上場企業の「早期・希望退職」募集1万人超、2025年1-8月 TSR調査
株式会社東京商工リサーチ(以下:TSR)は2025年1-8月の上場企業における「早期・希望退職募集」の状況について調査を実施。早期・希望退職募集の具体的な内容を確認できた上場企業を対象に集計・分析。2025年8月31日公表分までの『会社情報に関する適時開示資料』とTSRの独自調査に基づいた結果を発表した。
早くも年間累計が1万人超えで前年を上回る
TSRの報告によると、今年1月から8月31日までの上場企業の「早期・希望退職」は、募集の実態が調査可能だった件数が31社(前年同期41社)で前年同期を下回った。しかし、対象人数(1万108人)は前年同期(7284人)の約1.4倍増に。2024年は募集の大型化が目立ち、3年ぶりの1万人超えとなったが、今年はそれをすでに上回っている。
上場区分は東証プライムが24社(構成比77.4%)と多数を占め、直近決算の黒字企業は19社(同61.2%)と6割を占めている。黒字19社のうち、16社が東証プライム上場企業。さらに、赤字12社の募集人数は2470人で「東証プライム:8社」「東証スタンダード:4社」「東証グロース:0件」という結果だった。
また、業種別の集計では、国内で5000人規模の募集を発表したパナソニックHD、TSRの取材に300人の募集人数を明らかにしたIDECなど「電気機器:13社(前年同期9社)」が最多に。
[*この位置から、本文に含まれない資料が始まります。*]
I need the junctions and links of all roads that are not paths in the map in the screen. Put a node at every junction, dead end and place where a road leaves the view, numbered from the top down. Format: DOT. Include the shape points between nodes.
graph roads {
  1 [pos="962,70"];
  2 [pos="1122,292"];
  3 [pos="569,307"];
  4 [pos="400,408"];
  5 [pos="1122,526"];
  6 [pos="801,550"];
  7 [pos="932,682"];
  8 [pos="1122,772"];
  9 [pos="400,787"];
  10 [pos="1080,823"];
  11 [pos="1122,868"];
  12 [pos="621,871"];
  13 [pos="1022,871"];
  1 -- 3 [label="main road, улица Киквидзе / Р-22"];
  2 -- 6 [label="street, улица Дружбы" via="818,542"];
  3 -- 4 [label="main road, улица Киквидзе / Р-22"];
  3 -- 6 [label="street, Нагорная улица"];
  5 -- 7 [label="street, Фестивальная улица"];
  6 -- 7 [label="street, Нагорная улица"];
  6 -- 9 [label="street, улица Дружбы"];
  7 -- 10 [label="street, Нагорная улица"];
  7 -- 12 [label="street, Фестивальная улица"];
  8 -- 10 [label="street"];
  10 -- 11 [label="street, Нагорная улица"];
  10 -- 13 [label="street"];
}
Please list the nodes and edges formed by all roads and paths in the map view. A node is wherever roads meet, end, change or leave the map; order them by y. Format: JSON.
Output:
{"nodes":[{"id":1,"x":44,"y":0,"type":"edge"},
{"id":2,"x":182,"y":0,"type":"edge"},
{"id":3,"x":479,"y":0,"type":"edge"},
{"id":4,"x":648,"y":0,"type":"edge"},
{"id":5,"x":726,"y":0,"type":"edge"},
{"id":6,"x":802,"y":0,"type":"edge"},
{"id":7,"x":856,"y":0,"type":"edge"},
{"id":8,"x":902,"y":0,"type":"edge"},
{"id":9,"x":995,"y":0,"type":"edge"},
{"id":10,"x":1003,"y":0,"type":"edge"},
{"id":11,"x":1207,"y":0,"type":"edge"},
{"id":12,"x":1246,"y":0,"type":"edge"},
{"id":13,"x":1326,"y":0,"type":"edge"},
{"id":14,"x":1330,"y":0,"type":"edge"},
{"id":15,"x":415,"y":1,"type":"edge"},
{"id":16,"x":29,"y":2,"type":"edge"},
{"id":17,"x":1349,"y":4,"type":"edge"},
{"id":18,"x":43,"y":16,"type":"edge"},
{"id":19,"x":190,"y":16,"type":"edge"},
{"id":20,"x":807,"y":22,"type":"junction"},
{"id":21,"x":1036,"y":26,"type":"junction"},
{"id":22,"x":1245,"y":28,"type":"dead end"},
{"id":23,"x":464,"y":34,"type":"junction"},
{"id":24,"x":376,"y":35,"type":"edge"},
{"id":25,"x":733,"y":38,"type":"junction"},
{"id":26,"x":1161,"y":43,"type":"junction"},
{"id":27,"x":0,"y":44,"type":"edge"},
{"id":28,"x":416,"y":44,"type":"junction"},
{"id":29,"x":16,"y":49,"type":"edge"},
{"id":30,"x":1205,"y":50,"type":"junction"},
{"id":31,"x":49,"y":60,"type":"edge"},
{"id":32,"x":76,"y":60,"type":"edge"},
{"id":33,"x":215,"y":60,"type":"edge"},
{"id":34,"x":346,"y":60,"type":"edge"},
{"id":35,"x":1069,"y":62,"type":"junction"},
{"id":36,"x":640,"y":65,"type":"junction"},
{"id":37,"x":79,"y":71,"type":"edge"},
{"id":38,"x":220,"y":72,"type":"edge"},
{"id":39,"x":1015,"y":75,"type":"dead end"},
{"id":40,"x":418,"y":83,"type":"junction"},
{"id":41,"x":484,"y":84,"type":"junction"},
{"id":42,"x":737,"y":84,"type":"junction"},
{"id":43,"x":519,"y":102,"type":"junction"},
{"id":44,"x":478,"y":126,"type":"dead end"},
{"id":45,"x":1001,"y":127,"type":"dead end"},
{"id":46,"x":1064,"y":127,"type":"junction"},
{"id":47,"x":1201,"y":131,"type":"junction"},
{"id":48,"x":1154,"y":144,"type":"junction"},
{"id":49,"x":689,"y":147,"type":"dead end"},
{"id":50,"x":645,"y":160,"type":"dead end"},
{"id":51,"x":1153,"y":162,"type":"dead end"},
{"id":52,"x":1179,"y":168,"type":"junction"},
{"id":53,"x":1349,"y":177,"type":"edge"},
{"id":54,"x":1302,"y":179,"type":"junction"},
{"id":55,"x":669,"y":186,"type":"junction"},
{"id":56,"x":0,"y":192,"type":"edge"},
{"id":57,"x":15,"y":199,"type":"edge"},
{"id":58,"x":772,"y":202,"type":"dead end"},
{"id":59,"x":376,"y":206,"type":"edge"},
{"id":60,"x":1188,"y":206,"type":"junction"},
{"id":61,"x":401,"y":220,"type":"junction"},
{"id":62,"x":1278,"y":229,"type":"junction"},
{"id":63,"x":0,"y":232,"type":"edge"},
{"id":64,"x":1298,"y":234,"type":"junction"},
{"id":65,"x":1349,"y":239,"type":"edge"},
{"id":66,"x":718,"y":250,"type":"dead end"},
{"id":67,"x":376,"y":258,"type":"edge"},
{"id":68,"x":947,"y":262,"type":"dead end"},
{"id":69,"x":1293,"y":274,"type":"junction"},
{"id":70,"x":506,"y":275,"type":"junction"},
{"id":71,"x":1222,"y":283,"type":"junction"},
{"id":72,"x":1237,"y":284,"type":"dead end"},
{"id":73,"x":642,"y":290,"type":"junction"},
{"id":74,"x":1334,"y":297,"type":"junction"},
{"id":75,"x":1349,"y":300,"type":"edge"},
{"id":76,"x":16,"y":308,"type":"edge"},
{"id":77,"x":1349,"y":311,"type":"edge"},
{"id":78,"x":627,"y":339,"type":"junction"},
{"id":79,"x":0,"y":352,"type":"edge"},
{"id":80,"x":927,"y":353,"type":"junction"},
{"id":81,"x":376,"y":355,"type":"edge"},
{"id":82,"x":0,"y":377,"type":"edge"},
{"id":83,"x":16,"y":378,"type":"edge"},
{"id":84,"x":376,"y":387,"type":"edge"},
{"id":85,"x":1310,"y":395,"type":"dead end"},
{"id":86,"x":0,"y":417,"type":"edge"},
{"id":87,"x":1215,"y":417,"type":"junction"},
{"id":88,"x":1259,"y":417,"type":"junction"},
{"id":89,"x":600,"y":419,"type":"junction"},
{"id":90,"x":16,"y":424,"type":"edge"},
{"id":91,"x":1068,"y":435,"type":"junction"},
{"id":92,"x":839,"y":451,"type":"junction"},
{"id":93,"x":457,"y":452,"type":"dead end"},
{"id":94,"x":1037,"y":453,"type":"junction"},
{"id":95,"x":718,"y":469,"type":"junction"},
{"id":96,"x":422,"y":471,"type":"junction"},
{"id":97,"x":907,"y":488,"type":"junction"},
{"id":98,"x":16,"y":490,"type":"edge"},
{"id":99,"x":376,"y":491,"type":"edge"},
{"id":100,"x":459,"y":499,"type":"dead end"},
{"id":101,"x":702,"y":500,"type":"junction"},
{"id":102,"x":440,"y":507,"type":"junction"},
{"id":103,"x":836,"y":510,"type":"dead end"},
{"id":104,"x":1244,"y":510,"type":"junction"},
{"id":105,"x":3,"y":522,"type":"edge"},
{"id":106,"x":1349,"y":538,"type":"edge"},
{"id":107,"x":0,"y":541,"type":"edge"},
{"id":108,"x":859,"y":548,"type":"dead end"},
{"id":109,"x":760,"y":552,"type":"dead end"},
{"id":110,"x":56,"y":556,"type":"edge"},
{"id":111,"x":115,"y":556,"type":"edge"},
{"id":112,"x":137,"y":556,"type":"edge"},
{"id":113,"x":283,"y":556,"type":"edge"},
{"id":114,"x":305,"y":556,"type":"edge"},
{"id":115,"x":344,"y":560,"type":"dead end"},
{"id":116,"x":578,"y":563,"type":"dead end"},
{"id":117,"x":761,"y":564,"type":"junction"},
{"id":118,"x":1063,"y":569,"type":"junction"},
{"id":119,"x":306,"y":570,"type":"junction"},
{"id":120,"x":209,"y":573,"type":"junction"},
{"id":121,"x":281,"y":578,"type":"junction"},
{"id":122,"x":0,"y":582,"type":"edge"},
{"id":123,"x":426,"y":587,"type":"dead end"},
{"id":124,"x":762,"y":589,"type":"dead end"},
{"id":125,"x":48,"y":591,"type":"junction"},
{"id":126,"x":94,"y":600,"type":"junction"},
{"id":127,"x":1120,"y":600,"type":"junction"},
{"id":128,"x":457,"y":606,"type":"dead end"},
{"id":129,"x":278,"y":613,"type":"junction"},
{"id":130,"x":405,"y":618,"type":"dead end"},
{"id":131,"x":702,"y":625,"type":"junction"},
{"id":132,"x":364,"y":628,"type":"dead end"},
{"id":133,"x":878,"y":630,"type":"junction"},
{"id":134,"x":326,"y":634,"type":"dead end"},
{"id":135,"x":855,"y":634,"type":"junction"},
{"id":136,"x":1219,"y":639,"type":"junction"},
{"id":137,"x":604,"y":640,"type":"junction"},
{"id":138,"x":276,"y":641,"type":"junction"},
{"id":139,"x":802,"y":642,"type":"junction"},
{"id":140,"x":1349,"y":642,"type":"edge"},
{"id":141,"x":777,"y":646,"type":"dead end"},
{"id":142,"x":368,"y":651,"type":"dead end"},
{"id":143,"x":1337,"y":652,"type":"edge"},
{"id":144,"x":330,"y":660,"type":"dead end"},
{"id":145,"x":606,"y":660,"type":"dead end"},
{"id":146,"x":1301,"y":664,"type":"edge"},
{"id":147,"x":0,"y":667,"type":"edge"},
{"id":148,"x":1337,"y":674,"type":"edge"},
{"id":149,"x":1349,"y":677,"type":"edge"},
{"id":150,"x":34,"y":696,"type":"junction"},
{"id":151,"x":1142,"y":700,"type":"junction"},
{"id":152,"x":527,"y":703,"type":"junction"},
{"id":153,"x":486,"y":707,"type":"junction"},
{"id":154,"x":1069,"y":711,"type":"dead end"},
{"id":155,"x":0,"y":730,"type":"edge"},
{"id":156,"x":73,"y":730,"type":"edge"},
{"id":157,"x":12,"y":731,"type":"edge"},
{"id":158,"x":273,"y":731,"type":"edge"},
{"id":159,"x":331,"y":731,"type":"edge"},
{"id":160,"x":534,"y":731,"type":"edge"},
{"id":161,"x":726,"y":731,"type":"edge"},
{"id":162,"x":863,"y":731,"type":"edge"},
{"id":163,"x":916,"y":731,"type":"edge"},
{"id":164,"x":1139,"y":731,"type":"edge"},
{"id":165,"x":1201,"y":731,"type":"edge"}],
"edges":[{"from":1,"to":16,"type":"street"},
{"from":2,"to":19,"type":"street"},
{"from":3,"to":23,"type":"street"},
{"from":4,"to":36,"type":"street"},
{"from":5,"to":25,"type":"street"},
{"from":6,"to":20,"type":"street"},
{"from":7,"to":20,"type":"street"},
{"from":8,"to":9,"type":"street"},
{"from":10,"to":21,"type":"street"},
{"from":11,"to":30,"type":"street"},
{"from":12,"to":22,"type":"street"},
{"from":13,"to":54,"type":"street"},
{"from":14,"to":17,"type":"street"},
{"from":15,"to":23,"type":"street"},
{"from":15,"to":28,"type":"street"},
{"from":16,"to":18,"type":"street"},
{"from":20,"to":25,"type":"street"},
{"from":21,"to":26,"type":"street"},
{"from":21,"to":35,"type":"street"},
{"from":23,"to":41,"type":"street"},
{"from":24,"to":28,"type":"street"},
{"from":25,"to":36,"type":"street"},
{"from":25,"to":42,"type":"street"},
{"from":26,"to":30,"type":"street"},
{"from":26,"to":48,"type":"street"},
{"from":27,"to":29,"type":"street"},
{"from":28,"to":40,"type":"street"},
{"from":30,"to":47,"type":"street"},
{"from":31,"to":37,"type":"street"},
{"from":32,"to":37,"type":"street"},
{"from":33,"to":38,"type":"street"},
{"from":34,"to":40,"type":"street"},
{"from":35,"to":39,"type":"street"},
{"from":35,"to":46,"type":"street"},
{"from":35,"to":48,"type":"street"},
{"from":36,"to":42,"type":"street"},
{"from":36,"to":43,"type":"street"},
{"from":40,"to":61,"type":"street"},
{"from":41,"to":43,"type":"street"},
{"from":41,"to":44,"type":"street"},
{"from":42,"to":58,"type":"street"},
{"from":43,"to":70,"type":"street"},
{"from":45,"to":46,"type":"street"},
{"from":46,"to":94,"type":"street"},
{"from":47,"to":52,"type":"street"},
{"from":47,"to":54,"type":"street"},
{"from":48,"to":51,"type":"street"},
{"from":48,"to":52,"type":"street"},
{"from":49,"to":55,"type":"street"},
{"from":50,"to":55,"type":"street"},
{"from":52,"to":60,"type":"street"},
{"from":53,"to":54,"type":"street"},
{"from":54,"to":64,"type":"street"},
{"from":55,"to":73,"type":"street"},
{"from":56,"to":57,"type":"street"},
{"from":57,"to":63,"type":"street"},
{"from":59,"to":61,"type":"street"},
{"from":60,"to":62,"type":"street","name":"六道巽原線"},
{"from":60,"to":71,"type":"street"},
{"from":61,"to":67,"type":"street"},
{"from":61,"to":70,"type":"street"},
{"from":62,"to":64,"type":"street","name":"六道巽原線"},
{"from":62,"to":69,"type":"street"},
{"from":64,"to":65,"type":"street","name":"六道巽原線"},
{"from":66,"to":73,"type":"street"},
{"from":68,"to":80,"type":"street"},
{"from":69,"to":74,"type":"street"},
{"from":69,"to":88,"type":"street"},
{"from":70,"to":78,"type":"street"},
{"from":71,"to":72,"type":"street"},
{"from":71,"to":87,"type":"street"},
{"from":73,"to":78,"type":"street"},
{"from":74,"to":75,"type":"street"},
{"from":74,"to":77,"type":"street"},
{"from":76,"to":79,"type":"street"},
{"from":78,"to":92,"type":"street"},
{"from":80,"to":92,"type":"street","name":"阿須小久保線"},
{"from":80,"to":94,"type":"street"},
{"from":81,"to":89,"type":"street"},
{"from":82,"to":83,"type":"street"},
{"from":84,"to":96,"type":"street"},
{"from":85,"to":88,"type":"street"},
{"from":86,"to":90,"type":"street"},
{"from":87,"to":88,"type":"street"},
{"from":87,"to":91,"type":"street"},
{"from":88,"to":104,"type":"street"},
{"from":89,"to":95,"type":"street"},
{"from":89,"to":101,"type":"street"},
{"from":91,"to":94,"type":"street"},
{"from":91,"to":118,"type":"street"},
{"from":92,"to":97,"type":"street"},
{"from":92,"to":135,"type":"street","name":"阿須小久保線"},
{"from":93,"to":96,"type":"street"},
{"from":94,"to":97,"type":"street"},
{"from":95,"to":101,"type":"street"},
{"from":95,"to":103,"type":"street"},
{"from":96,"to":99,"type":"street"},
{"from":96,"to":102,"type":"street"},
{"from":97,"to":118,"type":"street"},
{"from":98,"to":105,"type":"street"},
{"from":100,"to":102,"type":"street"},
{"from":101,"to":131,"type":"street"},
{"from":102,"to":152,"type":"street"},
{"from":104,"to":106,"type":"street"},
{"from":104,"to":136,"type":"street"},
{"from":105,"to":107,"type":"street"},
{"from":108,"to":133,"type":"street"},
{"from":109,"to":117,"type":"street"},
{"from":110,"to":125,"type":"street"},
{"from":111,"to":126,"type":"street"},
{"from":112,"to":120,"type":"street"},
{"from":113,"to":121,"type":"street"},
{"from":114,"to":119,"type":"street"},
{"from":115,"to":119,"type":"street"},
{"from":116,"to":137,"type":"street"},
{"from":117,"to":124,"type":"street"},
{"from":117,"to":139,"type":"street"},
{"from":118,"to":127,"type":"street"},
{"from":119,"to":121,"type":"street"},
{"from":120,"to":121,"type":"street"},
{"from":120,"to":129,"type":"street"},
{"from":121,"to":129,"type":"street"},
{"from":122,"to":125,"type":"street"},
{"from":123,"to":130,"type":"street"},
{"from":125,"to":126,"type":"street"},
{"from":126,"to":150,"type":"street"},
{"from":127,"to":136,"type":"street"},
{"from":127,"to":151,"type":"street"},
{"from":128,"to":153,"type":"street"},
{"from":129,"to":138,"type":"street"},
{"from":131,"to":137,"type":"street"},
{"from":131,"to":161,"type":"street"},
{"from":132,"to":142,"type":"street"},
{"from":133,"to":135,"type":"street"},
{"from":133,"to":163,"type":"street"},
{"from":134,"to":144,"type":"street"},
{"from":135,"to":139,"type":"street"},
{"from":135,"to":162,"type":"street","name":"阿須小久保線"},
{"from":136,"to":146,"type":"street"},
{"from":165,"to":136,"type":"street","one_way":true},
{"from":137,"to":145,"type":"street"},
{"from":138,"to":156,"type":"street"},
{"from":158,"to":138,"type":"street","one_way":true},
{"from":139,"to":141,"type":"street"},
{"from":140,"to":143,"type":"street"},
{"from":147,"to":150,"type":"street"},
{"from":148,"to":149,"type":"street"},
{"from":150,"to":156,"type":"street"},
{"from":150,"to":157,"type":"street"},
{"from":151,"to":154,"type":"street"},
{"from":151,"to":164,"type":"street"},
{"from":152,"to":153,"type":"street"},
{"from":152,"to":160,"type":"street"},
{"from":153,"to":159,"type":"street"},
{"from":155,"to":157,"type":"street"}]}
次いで「金属製品(同1社)」「機械(同3社)」が各3社で「食料品(同2社)」「繊維製品(同3社)」「輸送用機器(同ゼロ)」が各2社で続いている。
出典元:上場企業の「早期・希望退職」募集 1-8月で1万人超え 募集の大型化で前年同期比1.4倍増、前年1年間を上回る(株式会社東京商工リサーチ)
まとめ
2025年、上場企業の「早期・希望退職」募集が前年を大きく上回っていることが明らかになった。2025年は大手メーカーなどの製造業で募集が相次いでおり、グローバルで2万人の人員削減を公表している企業もある。
TSRは「早期・希望退職」の募集が判明した31社のうち、27社が製造業である点に注目しており「トランプ関税の影響による予防的な人員削減の動きが出てくる可能性もある」と指摘する。輸出産業への影響が幅広い業種にも広がりをみせながら、さらに大型募集が相次ぐ可能性は十分にあるだろう。引き続き動向に注目したい。